Monday, April 20, 2026

Philip A. Fisher part 16 Mergers and Acquisitions

Mergers and acquisitions can be seen as threats and opportunities. They are both. They can be a good way to grow both business and profits. They often contain more hopes than the above. The wrong acquisition or merger can weaken a company's operating opportunities for a long time. This is especially true in a situation where the sizes of the companies do not differ much from each other. In individual cases, buying or merging with much smaller companies does not have much impact on the success of the investment target. Too many small acquisitions too quickly can be a problem.


The biggest risks for buyers come from the fact that sellers know more about the weaknesses and strengths of their company. They are also better able to assess the value of the business they are selling. This applies to cases where the operating performance of the sold companies is not in a weak position. The risks for the buyer depend a lot on the competence of the top management, according to Fisher. Bad managers can destroy the investment target with one wrong acquisition. Every merger and acquisition is different. Fisher developed general guidelines for evaluating them.

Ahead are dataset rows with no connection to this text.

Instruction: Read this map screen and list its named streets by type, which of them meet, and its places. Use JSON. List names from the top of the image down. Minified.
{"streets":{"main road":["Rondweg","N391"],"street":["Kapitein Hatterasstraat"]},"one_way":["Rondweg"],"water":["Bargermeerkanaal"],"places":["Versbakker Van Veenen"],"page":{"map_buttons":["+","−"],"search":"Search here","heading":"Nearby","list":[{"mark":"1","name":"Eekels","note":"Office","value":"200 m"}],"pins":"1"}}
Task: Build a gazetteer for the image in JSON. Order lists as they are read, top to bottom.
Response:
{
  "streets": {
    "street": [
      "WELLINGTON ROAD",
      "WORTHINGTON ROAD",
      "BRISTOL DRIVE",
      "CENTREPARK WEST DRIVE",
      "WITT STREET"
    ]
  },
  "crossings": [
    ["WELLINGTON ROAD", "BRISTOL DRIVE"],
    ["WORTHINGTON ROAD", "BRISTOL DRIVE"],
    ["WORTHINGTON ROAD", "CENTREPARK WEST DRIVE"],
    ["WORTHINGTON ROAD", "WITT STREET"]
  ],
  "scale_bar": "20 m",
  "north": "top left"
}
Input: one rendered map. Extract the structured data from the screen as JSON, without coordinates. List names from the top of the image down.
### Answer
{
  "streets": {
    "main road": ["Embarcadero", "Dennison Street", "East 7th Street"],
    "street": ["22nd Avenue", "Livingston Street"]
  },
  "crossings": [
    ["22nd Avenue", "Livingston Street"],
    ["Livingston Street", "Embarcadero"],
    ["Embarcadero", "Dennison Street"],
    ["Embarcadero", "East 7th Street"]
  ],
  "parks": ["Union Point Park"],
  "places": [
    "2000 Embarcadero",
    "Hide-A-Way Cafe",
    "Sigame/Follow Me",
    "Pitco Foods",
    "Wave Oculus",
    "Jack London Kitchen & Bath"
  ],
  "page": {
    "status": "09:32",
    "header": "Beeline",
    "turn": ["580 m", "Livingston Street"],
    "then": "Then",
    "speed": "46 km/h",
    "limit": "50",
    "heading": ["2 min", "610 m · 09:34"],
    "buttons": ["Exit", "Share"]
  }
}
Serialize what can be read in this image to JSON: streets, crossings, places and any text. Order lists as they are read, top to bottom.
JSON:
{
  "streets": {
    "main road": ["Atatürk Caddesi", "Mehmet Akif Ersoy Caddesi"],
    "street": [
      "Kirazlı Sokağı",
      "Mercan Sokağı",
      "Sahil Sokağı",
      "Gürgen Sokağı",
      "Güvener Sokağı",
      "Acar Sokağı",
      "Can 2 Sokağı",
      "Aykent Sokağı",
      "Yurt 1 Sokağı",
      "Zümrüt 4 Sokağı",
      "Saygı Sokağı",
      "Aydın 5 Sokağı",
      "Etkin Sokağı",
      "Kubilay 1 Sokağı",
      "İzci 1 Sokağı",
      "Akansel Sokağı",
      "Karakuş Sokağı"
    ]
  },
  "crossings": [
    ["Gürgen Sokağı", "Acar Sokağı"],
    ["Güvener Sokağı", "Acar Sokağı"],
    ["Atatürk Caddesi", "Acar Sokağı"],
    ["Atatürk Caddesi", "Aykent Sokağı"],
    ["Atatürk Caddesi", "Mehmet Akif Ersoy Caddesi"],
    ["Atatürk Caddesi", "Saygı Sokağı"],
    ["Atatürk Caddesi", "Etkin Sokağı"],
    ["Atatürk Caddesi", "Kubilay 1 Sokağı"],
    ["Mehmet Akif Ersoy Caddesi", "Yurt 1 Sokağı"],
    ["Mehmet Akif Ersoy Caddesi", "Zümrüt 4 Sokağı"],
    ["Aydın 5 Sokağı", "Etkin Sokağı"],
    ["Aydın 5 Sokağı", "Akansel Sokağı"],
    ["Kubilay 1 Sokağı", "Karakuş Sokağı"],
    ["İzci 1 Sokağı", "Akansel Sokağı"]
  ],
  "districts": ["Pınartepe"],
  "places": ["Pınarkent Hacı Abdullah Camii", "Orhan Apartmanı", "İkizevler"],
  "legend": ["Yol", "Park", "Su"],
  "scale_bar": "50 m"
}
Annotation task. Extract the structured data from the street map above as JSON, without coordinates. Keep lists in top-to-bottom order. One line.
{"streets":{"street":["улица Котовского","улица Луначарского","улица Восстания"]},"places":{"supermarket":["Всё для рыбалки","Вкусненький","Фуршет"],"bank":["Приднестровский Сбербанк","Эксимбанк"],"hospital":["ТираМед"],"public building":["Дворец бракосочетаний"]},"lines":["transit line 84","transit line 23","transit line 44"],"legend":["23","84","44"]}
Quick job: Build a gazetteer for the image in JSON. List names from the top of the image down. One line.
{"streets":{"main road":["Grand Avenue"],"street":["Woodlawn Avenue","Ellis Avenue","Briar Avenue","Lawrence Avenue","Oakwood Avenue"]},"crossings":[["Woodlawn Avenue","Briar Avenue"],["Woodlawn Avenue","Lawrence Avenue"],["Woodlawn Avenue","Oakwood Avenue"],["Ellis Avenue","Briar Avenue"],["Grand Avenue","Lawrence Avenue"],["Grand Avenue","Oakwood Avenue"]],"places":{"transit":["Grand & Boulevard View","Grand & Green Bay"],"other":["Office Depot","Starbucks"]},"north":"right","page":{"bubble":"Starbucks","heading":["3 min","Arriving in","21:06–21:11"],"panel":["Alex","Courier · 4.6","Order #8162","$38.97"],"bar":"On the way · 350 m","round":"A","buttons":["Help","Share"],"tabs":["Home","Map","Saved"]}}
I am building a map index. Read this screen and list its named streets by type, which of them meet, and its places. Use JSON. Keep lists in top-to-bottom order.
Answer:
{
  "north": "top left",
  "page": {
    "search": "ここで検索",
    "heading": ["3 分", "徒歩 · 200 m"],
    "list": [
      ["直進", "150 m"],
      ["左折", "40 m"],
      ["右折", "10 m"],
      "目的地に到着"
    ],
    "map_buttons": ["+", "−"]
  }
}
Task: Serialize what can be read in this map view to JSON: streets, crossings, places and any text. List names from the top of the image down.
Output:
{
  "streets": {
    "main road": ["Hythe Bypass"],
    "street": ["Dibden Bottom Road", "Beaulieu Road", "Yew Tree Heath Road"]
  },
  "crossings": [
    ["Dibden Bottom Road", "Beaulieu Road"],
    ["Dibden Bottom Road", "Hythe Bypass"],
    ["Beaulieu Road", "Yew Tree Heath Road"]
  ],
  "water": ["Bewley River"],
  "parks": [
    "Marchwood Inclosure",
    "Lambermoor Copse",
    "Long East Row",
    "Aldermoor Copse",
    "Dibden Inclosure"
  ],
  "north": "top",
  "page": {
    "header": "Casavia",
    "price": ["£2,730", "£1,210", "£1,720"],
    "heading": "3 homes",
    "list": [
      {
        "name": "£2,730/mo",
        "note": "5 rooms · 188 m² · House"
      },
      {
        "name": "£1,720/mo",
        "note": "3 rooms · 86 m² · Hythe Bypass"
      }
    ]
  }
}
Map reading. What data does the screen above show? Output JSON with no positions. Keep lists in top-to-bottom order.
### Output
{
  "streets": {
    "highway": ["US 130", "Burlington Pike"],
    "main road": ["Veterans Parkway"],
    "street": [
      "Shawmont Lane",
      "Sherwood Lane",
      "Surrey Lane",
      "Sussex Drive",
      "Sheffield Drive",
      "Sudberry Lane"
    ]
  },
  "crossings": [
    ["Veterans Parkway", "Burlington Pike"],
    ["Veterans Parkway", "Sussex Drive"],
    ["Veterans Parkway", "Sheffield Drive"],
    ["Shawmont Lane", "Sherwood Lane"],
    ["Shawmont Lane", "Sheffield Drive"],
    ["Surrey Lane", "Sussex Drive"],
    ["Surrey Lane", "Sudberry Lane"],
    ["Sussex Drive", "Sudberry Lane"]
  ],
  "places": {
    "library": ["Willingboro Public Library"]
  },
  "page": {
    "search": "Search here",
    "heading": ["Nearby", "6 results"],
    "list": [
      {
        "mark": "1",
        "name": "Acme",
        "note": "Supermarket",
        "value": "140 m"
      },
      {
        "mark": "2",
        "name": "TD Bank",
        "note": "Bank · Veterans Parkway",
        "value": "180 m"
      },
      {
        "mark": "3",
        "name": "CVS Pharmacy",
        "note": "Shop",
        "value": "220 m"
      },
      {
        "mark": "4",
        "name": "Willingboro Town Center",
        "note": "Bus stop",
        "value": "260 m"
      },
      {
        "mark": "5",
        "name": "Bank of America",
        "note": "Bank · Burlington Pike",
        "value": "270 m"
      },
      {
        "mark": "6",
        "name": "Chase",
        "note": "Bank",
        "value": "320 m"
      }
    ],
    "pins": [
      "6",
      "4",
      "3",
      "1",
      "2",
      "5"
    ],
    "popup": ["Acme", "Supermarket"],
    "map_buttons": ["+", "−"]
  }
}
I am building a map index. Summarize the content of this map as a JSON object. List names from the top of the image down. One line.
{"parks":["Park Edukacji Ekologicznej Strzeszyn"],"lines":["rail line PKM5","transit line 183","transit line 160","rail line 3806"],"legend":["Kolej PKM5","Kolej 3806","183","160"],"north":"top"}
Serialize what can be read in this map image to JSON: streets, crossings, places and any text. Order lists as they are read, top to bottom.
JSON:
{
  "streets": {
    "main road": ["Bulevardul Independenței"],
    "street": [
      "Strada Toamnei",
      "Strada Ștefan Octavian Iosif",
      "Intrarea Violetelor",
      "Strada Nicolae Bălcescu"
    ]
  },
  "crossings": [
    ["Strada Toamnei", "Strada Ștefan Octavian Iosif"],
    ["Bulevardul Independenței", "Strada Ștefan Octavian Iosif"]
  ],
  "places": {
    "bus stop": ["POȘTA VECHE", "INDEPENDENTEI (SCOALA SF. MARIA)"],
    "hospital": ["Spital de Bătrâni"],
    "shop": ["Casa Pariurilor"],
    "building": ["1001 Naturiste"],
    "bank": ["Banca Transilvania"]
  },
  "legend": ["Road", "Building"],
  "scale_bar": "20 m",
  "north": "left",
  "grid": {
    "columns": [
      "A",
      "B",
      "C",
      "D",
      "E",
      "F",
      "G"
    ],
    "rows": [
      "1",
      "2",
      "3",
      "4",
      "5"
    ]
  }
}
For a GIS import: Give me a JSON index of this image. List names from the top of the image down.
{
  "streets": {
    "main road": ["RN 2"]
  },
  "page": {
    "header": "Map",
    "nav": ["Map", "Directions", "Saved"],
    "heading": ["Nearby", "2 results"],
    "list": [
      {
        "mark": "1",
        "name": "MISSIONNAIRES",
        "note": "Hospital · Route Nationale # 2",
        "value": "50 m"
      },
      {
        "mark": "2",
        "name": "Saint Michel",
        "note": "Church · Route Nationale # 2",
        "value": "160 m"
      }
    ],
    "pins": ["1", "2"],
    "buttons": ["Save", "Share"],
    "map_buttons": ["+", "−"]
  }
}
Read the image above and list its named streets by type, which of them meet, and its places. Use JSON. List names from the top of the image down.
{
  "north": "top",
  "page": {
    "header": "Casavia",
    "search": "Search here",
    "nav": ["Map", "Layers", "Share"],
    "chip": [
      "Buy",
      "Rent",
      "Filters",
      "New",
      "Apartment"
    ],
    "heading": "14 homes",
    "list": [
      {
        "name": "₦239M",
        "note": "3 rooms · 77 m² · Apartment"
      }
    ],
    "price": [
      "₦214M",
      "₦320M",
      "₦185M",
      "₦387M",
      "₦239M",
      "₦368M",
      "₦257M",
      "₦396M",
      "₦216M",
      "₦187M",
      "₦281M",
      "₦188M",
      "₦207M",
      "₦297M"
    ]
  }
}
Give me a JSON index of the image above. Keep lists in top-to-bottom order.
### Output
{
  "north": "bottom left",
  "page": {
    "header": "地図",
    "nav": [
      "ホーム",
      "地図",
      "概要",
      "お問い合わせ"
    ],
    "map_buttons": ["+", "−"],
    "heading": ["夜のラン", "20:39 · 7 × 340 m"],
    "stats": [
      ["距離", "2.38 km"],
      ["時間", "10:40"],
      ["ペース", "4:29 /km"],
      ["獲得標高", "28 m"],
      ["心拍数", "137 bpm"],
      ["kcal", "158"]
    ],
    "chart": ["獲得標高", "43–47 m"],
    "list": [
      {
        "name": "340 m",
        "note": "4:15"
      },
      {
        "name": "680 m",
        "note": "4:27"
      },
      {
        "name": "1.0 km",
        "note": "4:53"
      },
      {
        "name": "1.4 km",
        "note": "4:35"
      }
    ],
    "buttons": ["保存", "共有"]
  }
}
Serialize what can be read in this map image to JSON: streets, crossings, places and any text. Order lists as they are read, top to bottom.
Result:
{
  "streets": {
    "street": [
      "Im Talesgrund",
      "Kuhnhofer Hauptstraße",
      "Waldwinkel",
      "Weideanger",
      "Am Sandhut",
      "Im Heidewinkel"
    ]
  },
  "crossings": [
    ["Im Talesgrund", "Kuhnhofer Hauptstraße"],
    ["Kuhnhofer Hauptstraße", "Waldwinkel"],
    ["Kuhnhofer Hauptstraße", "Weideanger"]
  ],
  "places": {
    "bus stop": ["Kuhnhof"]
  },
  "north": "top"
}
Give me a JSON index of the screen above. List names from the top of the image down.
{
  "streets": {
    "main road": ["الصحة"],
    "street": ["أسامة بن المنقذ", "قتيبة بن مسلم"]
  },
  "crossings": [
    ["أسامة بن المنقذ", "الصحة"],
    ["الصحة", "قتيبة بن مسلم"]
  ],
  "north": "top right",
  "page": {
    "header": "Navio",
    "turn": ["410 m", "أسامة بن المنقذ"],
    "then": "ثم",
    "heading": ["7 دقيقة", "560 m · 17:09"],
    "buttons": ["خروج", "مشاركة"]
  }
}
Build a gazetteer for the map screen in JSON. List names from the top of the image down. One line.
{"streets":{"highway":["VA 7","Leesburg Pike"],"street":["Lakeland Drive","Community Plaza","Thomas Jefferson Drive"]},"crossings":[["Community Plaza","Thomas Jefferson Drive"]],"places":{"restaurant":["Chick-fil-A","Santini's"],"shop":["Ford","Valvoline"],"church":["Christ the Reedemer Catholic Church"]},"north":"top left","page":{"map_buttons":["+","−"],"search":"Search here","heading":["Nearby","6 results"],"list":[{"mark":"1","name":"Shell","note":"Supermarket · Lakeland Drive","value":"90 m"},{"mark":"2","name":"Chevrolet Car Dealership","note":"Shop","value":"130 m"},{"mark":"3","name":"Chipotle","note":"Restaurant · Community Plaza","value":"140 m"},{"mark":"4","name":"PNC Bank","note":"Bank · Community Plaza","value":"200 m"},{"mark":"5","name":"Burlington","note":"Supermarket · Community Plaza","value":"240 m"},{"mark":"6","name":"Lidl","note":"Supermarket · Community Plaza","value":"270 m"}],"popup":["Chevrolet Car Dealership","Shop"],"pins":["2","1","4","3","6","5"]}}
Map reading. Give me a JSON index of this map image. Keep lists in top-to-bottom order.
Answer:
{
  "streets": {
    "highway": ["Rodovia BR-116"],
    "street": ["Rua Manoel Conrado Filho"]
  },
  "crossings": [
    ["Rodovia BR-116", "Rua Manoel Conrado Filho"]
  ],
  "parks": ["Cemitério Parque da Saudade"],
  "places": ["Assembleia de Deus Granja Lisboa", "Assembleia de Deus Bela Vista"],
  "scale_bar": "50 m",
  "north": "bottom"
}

There are three main sources of problems in mergers and acquisitions. The first is a fight for top management positions. This can cause internal tensions and inflamed relations, even though top management should be blowing out the coals. The second is a situation where top management dominates the business of an industry in which it has no experience. This can lead to a decrease in top management's efficiency. The third situation is the seller's advantage in pricing its business. The buyer may pay too high a price for the acquired company.


Mergers and acquisitions in which the buyer moves down the value chain rarely pose a high risk to the owners. This applies, for example, to a situation where a company that manufactures and sells a final product buys its subcontractors. This applies to situations where the buyer can improve its cost efficiency and quality by doing things itself. Usually, the buyer then knows in advance what he is getting. In addition, the three main sources of problems are usually conspicuous by their absence in these situations. These acquisitions rarely have any significance for the owners. The same principles can be applied to moving up the value chain as moving down. There is an exception to this when a company buys a business that competes with its customers. In this case, the end result is almost always unpleasant for Fisher.


When a company buys a company that is much smaller than itself, the risk to shareholders is small, as is the reward. There are a couple of exceptions to this. The first is the opportunity to develop a new and significant business for the buyer with the help of the acquired company. The second is to get top managers on the company's payroll through this. For Fisher, the best chances for a successful acquisition or merger arise between companies that operate in the same industry and know each other's business inside out, understanding the problems each other faces. The opposite situation, where companies do not know each other and whose business areas are different, is likely to produce a poor end result.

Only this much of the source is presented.